Partager l'article ! Quand Voltaire condamne l'homosexualité...et se trompe deux fois: Voltaire a su élever les esprits et restera à jamais une fi ...
Voltaire a su élever les esprits et restera à jamais une figure essentielle des Lumières. Mais un auteur, aussi prestigieux soit-il, a
parfois sa part d'ombre, et il n'est pas interdit de la commenter. A propos de l'homosexualité, le philosophe français écrivait qu'il y voyait « un vice destructeur du genre humain, s'il
était général, et un attentat infâme contre la nature ». Ainsi, Voltaire reproche deux choses aux homosexuels : de ne pas concourir à la perpétuation de l'espèce et de s'opposer à la
nature. S'agissant du premier argument, Voltaire adopte une approche que l'on peut qualifier de kantienne, en s'en remettant au caractère universel de ce qui est fait pour moraliser l'acte. Sauf
que selon les règles morales définies par Kant, c'est la maxime d'une action qui doit être universalisable, et non l'action elle-même. Autrement dit, un rapport homosexuel n'est pas immoral à
condition que l'autre soit consentant. L'universalité tient ici sur le consentement, ce qui est différent de penser la moralité de l'homosexualité sous l'angle de la généralité. Quant à la
seconde accusation, nous pourrions demander à Voltaire ce qui peut être contre-nature à partir du moment où tout ce qui existe est dans la nature. A considérer qu'une chose dite naturelle soit
nécessairement morale, nous pourrions aussi rétorquer que certains traits de la nature humaine ne présentent guère d'impératif en terme de moralité, comme l'égoïsme par exemple.
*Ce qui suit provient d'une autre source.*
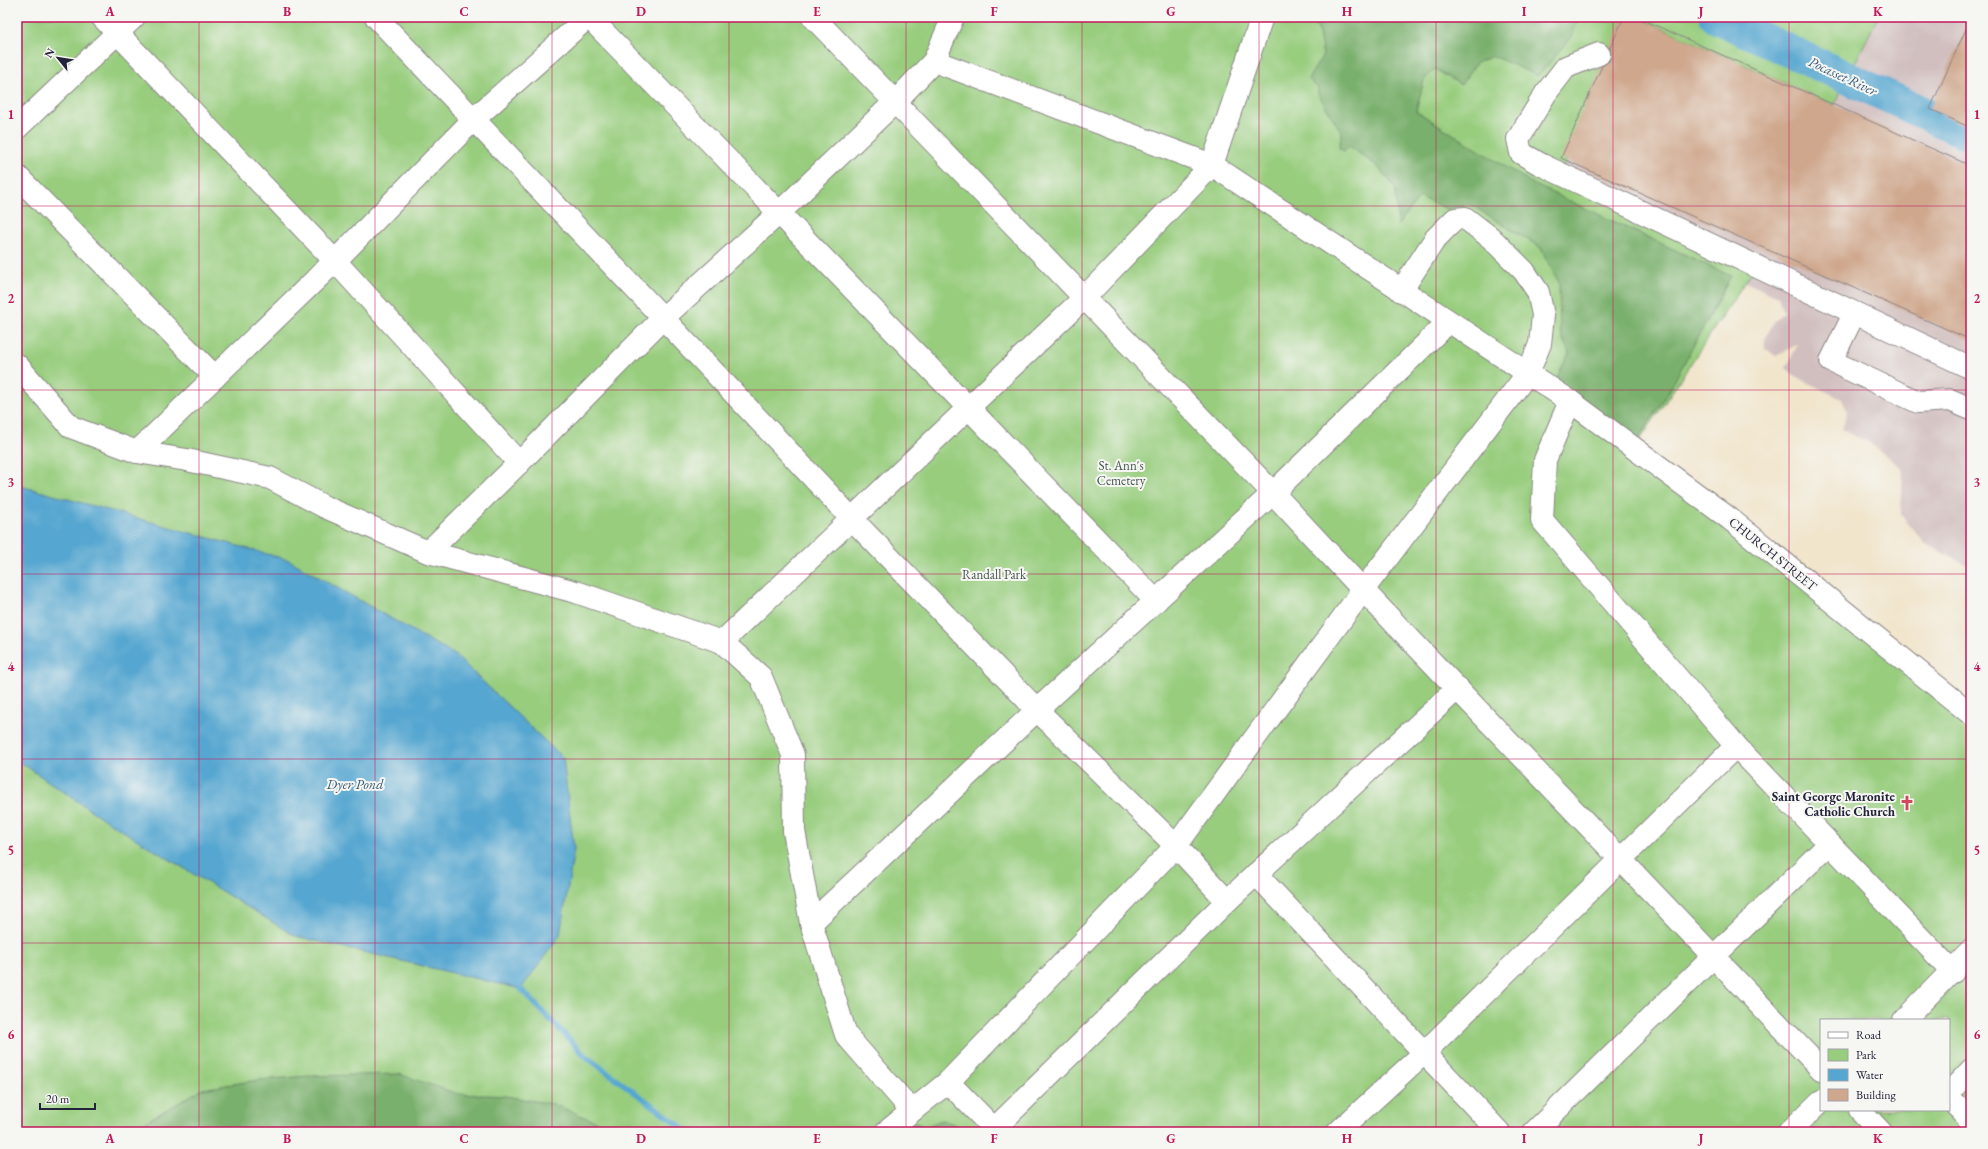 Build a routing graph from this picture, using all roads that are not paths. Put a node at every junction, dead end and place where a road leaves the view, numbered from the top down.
1 (102, 17) edge
2 (134, 17) edge
3 (376, 17) edge
4 (588, 17) edge
5 (814, 17) edge
6 (953, 17) edge
7 (1262, 17) edge
8 (117, 33) junction
9 (1599, 54) dead end
10 (934, 61) junction
11 (896, 101) junction
12 (474, 120) junction
13 (17, 128) edge
14 (1212, 165) junction
15 (17, 176) edge
16 (779, 213) junction
17 (335, 261) junction
18 (1401, 291) junction
19 (1085, 297) junction
20 (1854, 314) junction
21 (663, 318) junction
22 (1448, 322) junction
23 (17, 365) edge
24 (1971, 368) edge
25 (1528, 373) junction
26 (215, 377) junction
27 (1570, 401) junction
28 (968, 408) junction
29 (1971, 409) edge
30 (137, 452) junction
31 (519, 463) junction
32 (1273, 493) junction
33 (851, 518) junction
34 (428, 552) junction
35 (1363, 590) junction
36 (1156, 601) junction
37 (722, 642) junction
38 (1458, 688) junction
39 (1037, 710) junction
40 (1971, 714) edge
41 (1736, 746) junction
42 (1829, 844) junction
43 (1176, 846) junction
44 (1621, 859) junction
45 (1256, 874) junction
46 (1227, 901) junction
47 (811, 923) junction
48 (1971, 951) edge
49 (1714, 957) junction
50 (1953, 972) junction
51 (1905, 1019) edge
52 (1424, 1053) junction
53 (1820, 1068) edge
54 (1971, 1070) edge
55 (948, 1082) junction
56 (1950, 1092) edge
57 (1950, 1099) edge
58 (1820, 1102) edge
59 (912, 1111) junction
60 (1861, 1111) edge
61 (1971, 1121) edge
62 (996, 1131) edge
63 (886, 1132) edge
64 (1338, 1132) edge
65 (1499, 1132) edge
66 (1534, 1132) edge
67 (1789, 1132) edge
68 (1881, 1132) edge

1 - 8 street
2 - 8 street
3 - 12 street
4 - 12 street
4 - 16 street
5 - 11 street
6 - 10 street
7 - 14 street
8 - 13 street
8 - 17 street
9 - 20 street
10 - 11 street
10 - 14 street, CHURCH STREET
11 - 16 street
11 - 19 street
12 - 17 street
12 - 21 street
14 - 18 street, CHURCH STREET
14 - 19 street
15 - 26 street
16 - 21 street
16 - 28 street
17 - 26 street
17 - 31 street
18 - 22 street, CHURCH STREET
18 - 25 street
19 - 28 street
19 - 32 street
20 - 24 street
20 - 29 street
21 - 31 street
21 - 33 street
22 - 25 street, CHURCH STREET
22 - 32 street
23 - 30 street
25 - 27 street, CHURCH STREET
25 - 35 street
26 - 30 street
27 - 40 street, CHURCH STREET
27 - 41 street
28 - 33 street
28 - 36 street
30 - 34 street
31 - 34 street
32 - 35 street
32 - 36 street
33 - 37 street
33 - 39 street
34 - 37 street
35 - 38 street
35 - 43 street
36 - 39 street
37 - 47 street
38 - 44 street
38 - 45 street
39 - 43 street
39 - 47 street
41 - 42 street
41 - 44 street
42 - 49 street
42 - 50 street
43 - 46 street
43 - 55 street
44 - 49 street
44 - 52 street
45 - 46 street
45 - 52 street
46 - 62 street
47 - 59 street
48 - 50 street
49 - 53 street
49 - 66 street
50 - 51 street
52 - 64 street
52 - 65 street
54 - 56 street
55 - 59 street
55 - 62 street
57 - 61 street
58 - 67 street
59 - 63 street
60 - 68 street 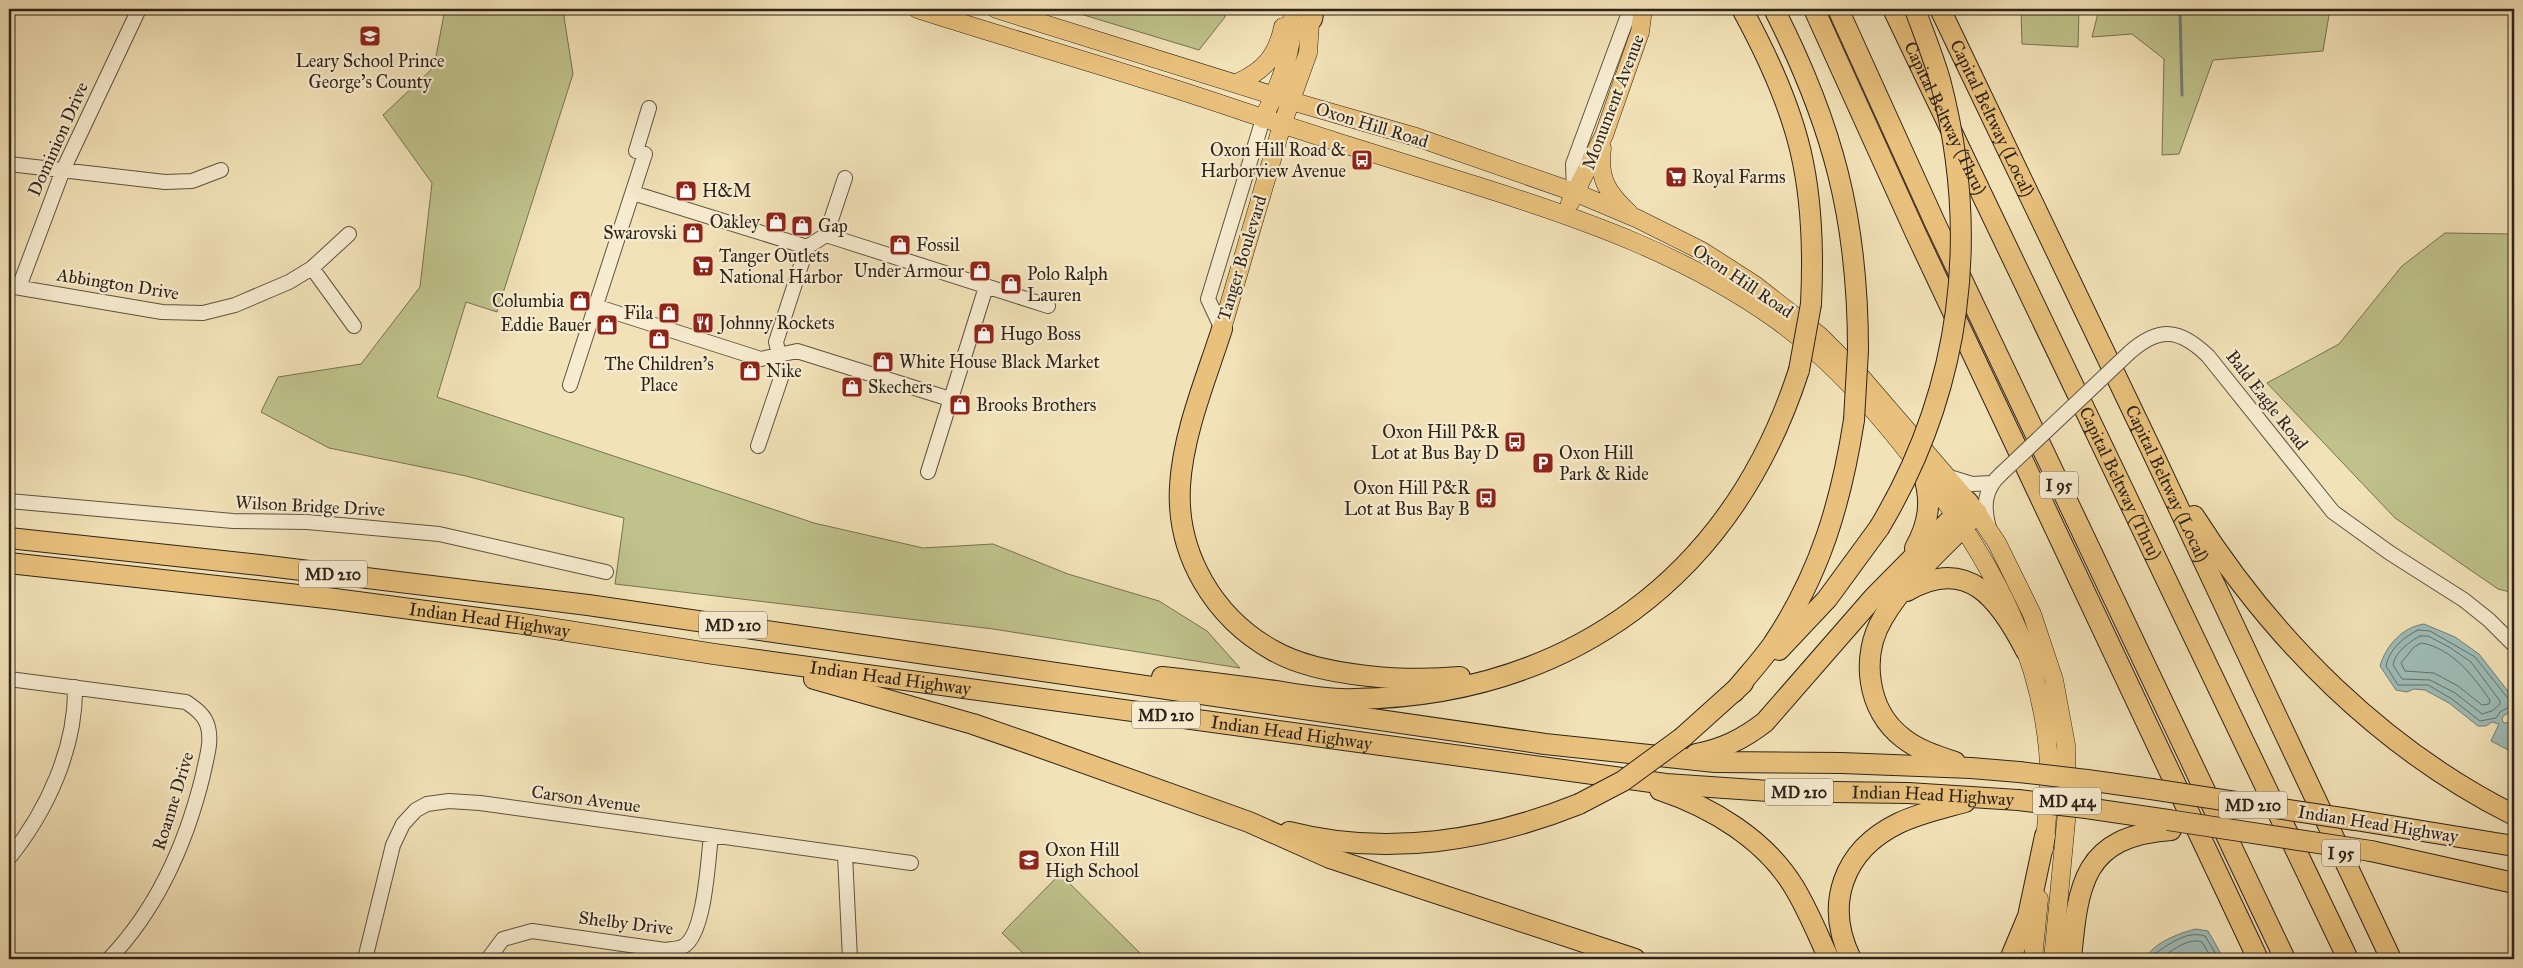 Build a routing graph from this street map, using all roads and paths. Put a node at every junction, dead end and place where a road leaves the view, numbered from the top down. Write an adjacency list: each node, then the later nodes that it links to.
1 (139, 9): 23 (street, Dominion Drive)
2 (917, 9): 19 (main road, Oxon Hill Road / MD 414)
3 (996, 9): 16 (main road, Oxon Hill Road / MD 414)
4 (1284, 9): 16 (main road)
5 (1292, 9): 17 (main road)
6 (1637, 9): 26 (street, Monument Avenue)
7 (1643, 9): 21 (main road, Monument Avenue)
8 (1742, 9): 61 (highway, bridge)
9 (1774, 9): 64 (highway, bridge)
10 (1814, 9): 79 (highway, I 95)
11 (1838, 9): 93 (highway, I 95)
12 (1893, 9): 94 (highway, Capital Beltway (Thru) / I 95)
13 (1915, 9): 64 (highway, bridge)
14 (1940, 9): 43 (highway, Capital Beltway (Local) / I 95)
15 (1312, 12): 17 (main road)
16 (1237, 83): 17 (main road, Oxon Hill Road / MD 414)
17 (1283, 98): 19 (main road); 20 (main road, Tanger Boulevard); 26 (main road, Oxon Hill Road / MD 414)
18 (649, 108): 27 (street)
19 (1263, 119): 20 (main road, Oxon Hill Road / MD 414); 39 (street, Tanger Boulevard)
20 (1282, 125): 28 (main road, Oxon Hill Road / MD 414); 39 (main road, Tanger Boulevard)
21 (1604, 135): 26 (main road, Monument Avenue); 29 (main road)
22 (9, 164): 23 (street)
23 (63, 170): 24 (street); 34 (street, Dominion Drive)
24 (221, 170)
25 (845, 178): 31 (street)
26 (1574, 192): 28 (main road, Monument Avenue); 29 (main road, Oxon Hill Road / MD 414)
27 (633, 193): 32 (street); 36 (street)
28 (1566, 214): 46 (main road, Oxon Hill Road / MD 414)
29 (1638, 219): 47 (main road, Oxon Hill Road / MD 414)
30 (350, 234): 33 (street, Abbington Drive)
31 (826, 235): 32 (street); 35 (street)
32 (807, 247): 40 (street)
33 (312, 268): 34 (street, Abbington Drive); 38 (street)
34 (14, 287)
35 (986, 287): 37 (street); 42 (street)
36 (595, 306): 40 (street); 41 (street)
37 (1048, 306)
38 (354, 326)
39 (1222, 329): 61 (highway)
40 (779, 355): 42 (street); 44 (street)
41 (570, 385)
42 (950, 399): 45 (street)
43 (2149, 445): 69 (highway); 95 (highway, Capital Beltway (Local) / I 95)
44 (758, 446)
45 (928, 472)
46 (1923, 473): 50 (main road, Oxon Hill Road / MD 414); 54 (highway)
47 (1946, 476): 48 (street); 50 (main road, Oxon Hill Road / MD 414)
48 (1996, 479): 51 (street); 57 (street, Bald Eagle Road, bridge)
49 (9, 501): 55 (street, Wilson Bridge Drive)
50 (1967, 520): 51 (main road, Oxon Hill Road / MD 414); 54 (highway); 56 (highway); 59 (main road, MD 414)
51 (1989, 531): 89 (main road, Oxon Hill Road / MD 414)
52 (9, 538): 58 (highway, Indian Head Highway / MD 210)
53 (9, 563): 60 (highway, Indian Head Highway / MD 210)
54 (1902, 567): 65 (highway)
55 (606, 572)
56 (1896, 600): 59 (highway); 66 (highway)
57 (2514, 644)
58 (878, 645): 61 (highway); 65 (highway, Indian Head Highway / MD 210)
59 (2026, 651): 73 (main road, MD 414)
60 (714, 654): 67 (highway, Indian Head Highway / MD 210); 70 (highway)
61 (1533, 666)
62 (9, 679): 63 (street, Roanne Drive)
63 (75, 687): 76 (street); 80 (street, Roanne Drive)
64 (1734, 692): 70 (highway, bridge)
65 (1669, 759): 66 (highway, Indian Head Highway / MD 210)
66 (1971, 768): 74 (highway, Indian Head Highway / MD 210, bridge)
67 (1617, 776): 68 (highway, Indian Head Highway / MD 210); 85 (highway)
68 (1980, 798): 71 (highway, Indian Head Highway / MD 210, bridge); 86 (highway)
69 (2514, 815)
70 (1248, 822): 84 (highway)
71 (2170, 825): 78 (highway, Indian Head Highway / MD 210, bridge); 90 (highway)
72 (711, 835): 75 (street, Carson Avenue); 81 (street, Carson Avenue); 82 (street, Shelby Drive)
73 (2045, 836): 87 (highway); 88 (main road, MD 414)
74 (2514, 846)
75 (845, 855): 77 (street, Carson Avenue); 83 (street)
76 (9, 858)
77 (912, 863)
78 (2514, 883)
79 (2247, 938): 91 (highway); 92 (highway, I 95)
80 (109, 959)
81 (365, 959)
82 (488, 959)
83 (850, 959)
84 (1635, 959)
85 (1829, 959)
86 (1851, 959)
87 (2010, 959)
88 (2033, 959)
89 (2053, 959)
90 (2071, 959)
91 (2253, 959)
92 (2258, 959)
93 (2285, 959)
94 (2348, 959)
95 (2391, 959)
Ainsi, dans une même phrase, Voltaire se trompe deux fois, ceci en voulant adosser l'orientation sexuelle à une condition morale, par référence à la nature. Mais la nature n'exige rien, elle n'a aucune volonté. Qui sommes-nous pour lui prêter une quelconque intention, ou parler à sa place ? Et si l'espèce humaine venait à disparaître de la surface de la Terre, la nature n'en continuerait pas moins d'exister. Les aspects moraux appartiennt à l'homme, et rien qu'à lui, mais la sexualité doit en être exclue, sauf sur un point essentiel pour le bien-être de tous : tout rapport sexuel doit être librement et absolument consenti par ceux qui s'y adonnent, quelque soit leur inclination.